通过“简单转化试验”这一临床诊断过程分析肩部下盂肱韧带的生物力学机理

Abstract

The shoulder is one of the most complex and often injured joints in the human body. Injuries to the soft tissue restraints of the shoulder are frequently difficult to diagnose and treat effectively. The inferior glenohumeral ligament (IGHL) of the glenohumeral capsule is especially prone to injury, and differential diagnosis is difficult due to the multiple soft tissue structures that complement its function in vivo. The objective of this research was to examine the function of the IGHL during a clinical diagnostic procedure termed the “simple translation test” using the finite element method. A finite element (FE) model of the humerus, scapula, humeral head cartilage and IGHL was constructed from a subject-specific CT dataset. A repeatable reference state for strain measurement was established by using compressed air to inflate the capsule to a pressure of 1 KPa. The CT dataset was acquired while the capsule was inflated, and the finite element model geometry was extracted to mimic this configuration. Starting from this reference state, experimentally measured 6-DOF kinematics were applied to the finite element model. At maximum anterior translation, first principal strains in the IGHL were highly inhomogeneous. In the AB-IGHL, strains of 0-19% were predicted over all three angles of external rotation.

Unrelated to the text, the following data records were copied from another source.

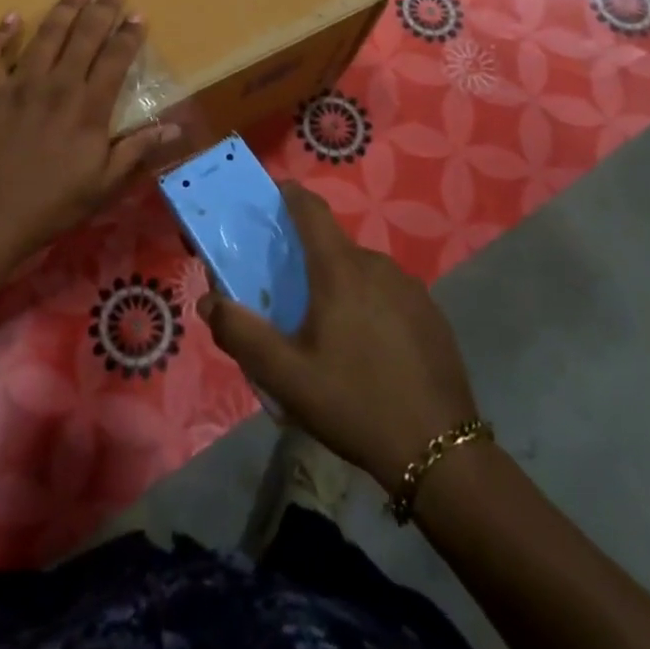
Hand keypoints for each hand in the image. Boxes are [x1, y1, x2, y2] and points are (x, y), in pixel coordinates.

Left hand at [0, 0, 181, 274]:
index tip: (138, 15)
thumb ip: (135, 151)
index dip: (129, 35)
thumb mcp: (102, 186)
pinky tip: (11, 19)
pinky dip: (0, 34)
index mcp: (88, 109)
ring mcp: (17, 85)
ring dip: (63, 11)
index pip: (115, 60)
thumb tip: (174, 128)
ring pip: (45, 36)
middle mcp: (57, 86)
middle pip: (84, 37)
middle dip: (101, 10)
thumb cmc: (48, 207)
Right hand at [199, 181, 479, 486]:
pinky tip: (368, 350)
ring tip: (329, 333)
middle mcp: (377, 264)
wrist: (440, 453)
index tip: (271, 197)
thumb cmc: (354, 403)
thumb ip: (241, 334)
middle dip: (308, 260)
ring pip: (362, 272)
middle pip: (333, 247)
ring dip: (340, 287)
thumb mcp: (285, 376)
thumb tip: (209, 301)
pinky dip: (370, 306)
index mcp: (339, 269)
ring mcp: (410, 288)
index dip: (289, 196)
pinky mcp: (432, 313)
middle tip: (290, 298)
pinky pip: (389, 294)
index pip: (310, 209)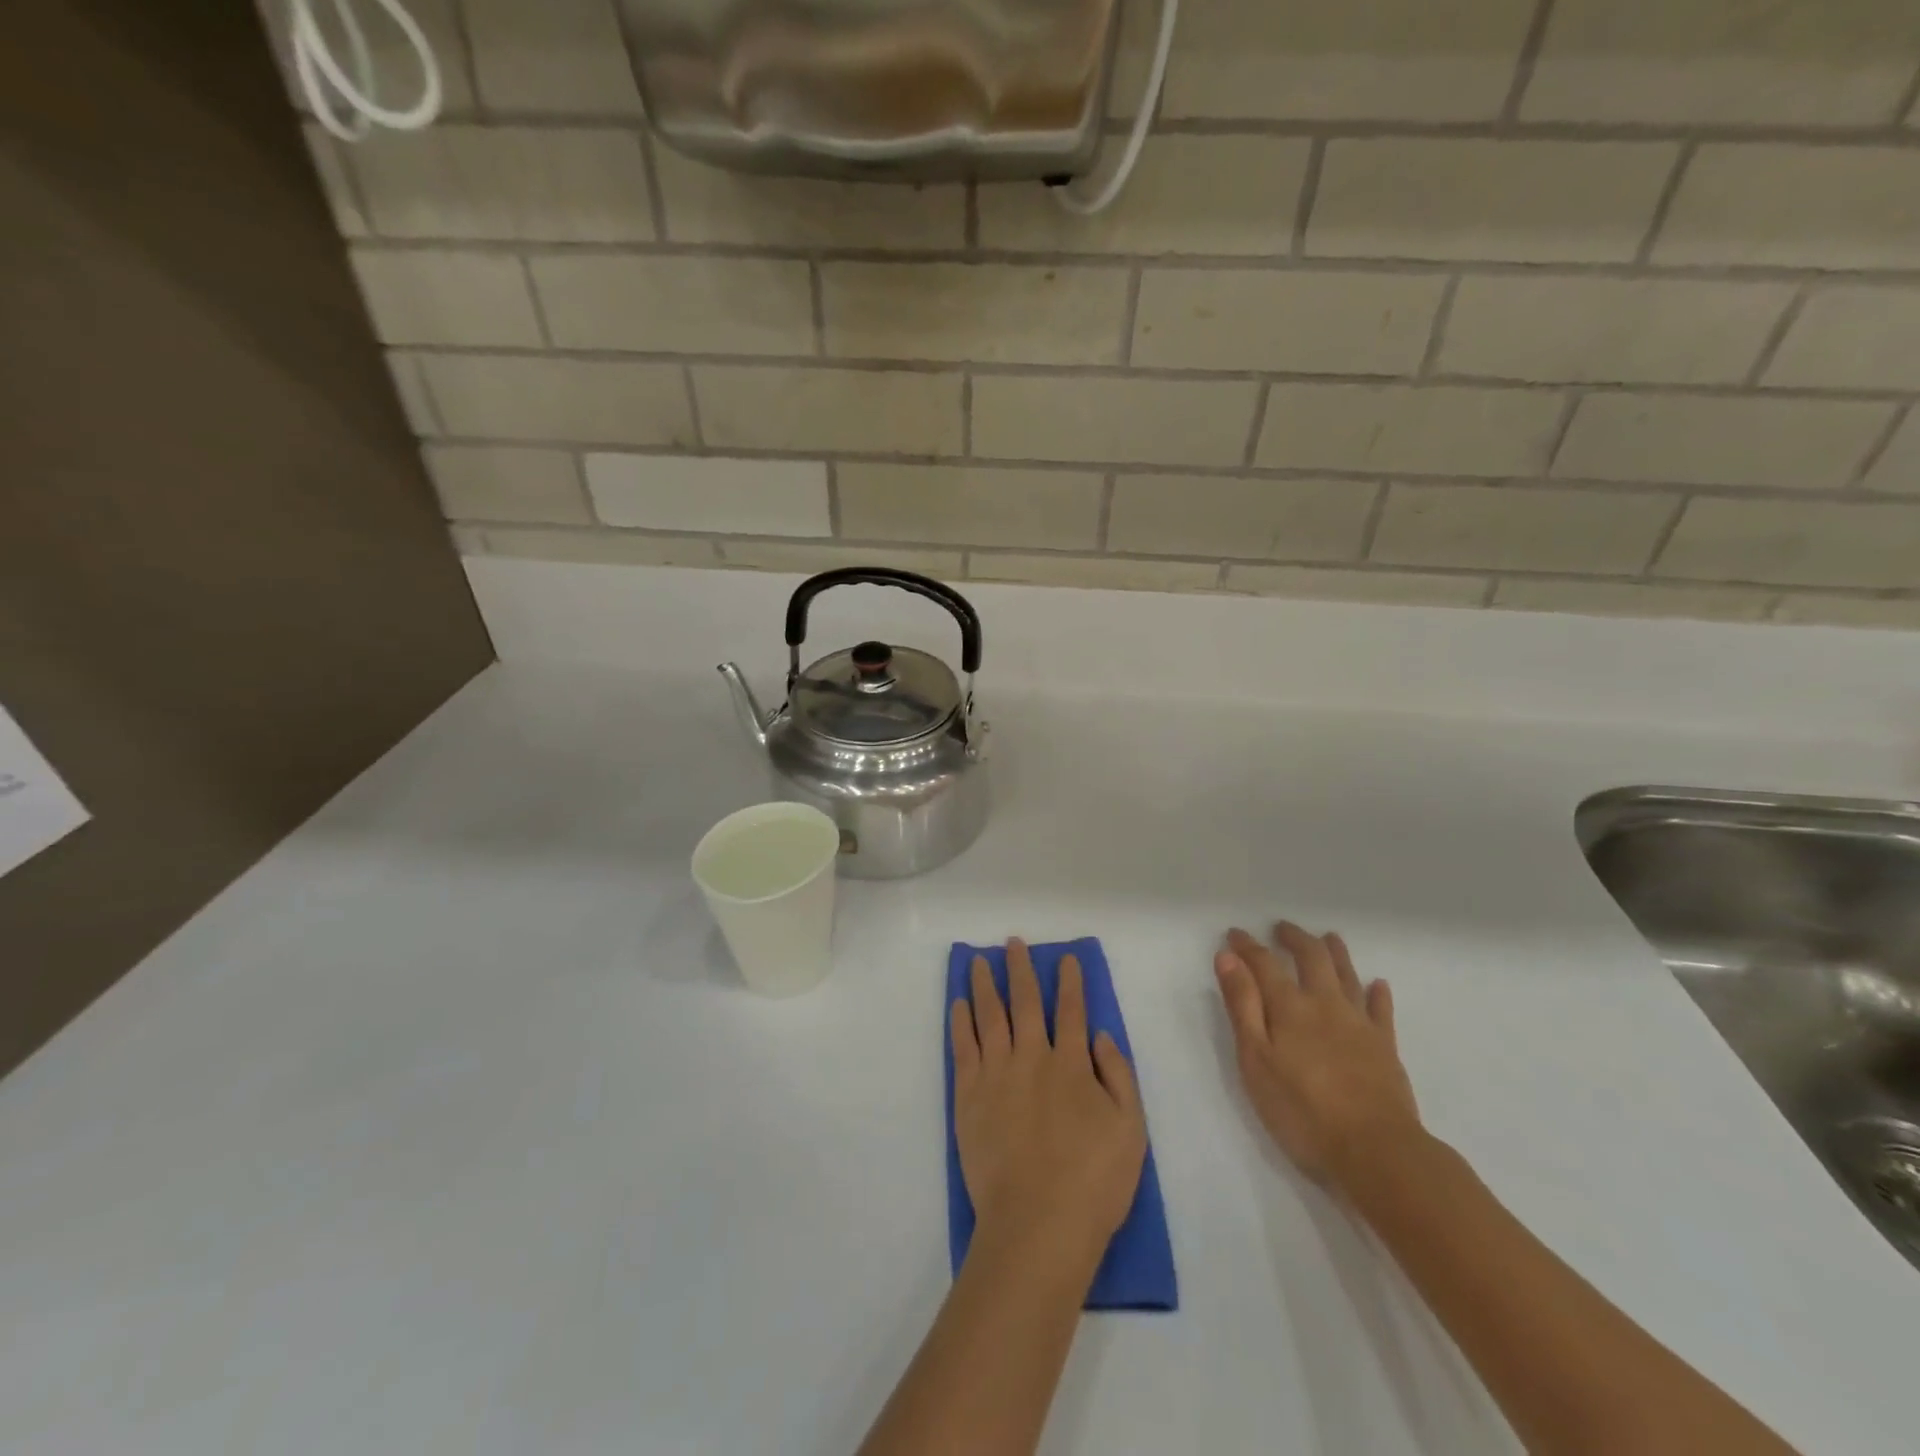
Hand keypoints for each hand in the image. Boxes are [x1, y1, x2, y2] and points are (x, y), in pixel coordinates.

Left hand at [951, 940, 1147, 1263]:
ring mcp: (996, 1074)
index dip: (1069, 982)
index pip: (1071, 1011)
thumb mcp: (1131, 1129)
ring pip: (989, 1016)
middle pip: (1024, 1002)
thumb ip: (1118, 1075)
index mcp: (1072, 1064)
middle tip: (1013, 943)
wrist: (1038, 1223)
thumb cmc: (1093, 1181)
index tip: (1065, 958)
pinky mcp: (969, 1096)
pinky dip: (960, 1021)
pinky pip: (963, 1047)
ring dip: (985, 985)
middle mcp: (1032, 1058)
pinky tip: (959, 1003)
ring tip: (979, 961)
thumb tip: (1100, 1034)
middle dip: (1020, 969)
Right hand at [1214, 922, 1422, 1191]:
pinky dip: (1377, 993)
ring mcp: (1359, 1024)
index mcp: (1289, 1007)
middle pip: (1311, 958)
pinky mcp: (1386, 1048)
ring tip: (1328, 937)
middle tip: (1282, 928)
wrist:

Strains of 0-31% were predicted in the axillary pouch of the IGHL. In the PB-IGHL, strains of 1-38% were predicted. The highest strains occurred during maximum external rotation at the insertion sites. In the sensitivity study, reduction of the IGHL modulus by one standard deviation generally increased strains in the IGHL near the scapula and decreased strains near the humerus, with changes ranging from –56.8 to 12.7 %. Regional strain results point to a transfer of load from the scapular insertion site of the IGHL to the humeral insertion site with increasing external rotation,in the form of increasing strain near the humerus and decreasing strain near the scapula. This could be due to the observation that as the material properties of the cartilage and IGHL were varied, the extent and location of contact between the IGHL and cartilage changed. Using the techniques developed within this research project, an improved understanding of the role of the IGHL in anterior stability of the joint can be gained. This will lead to better rehabilitation protocols and improved surgical procedures.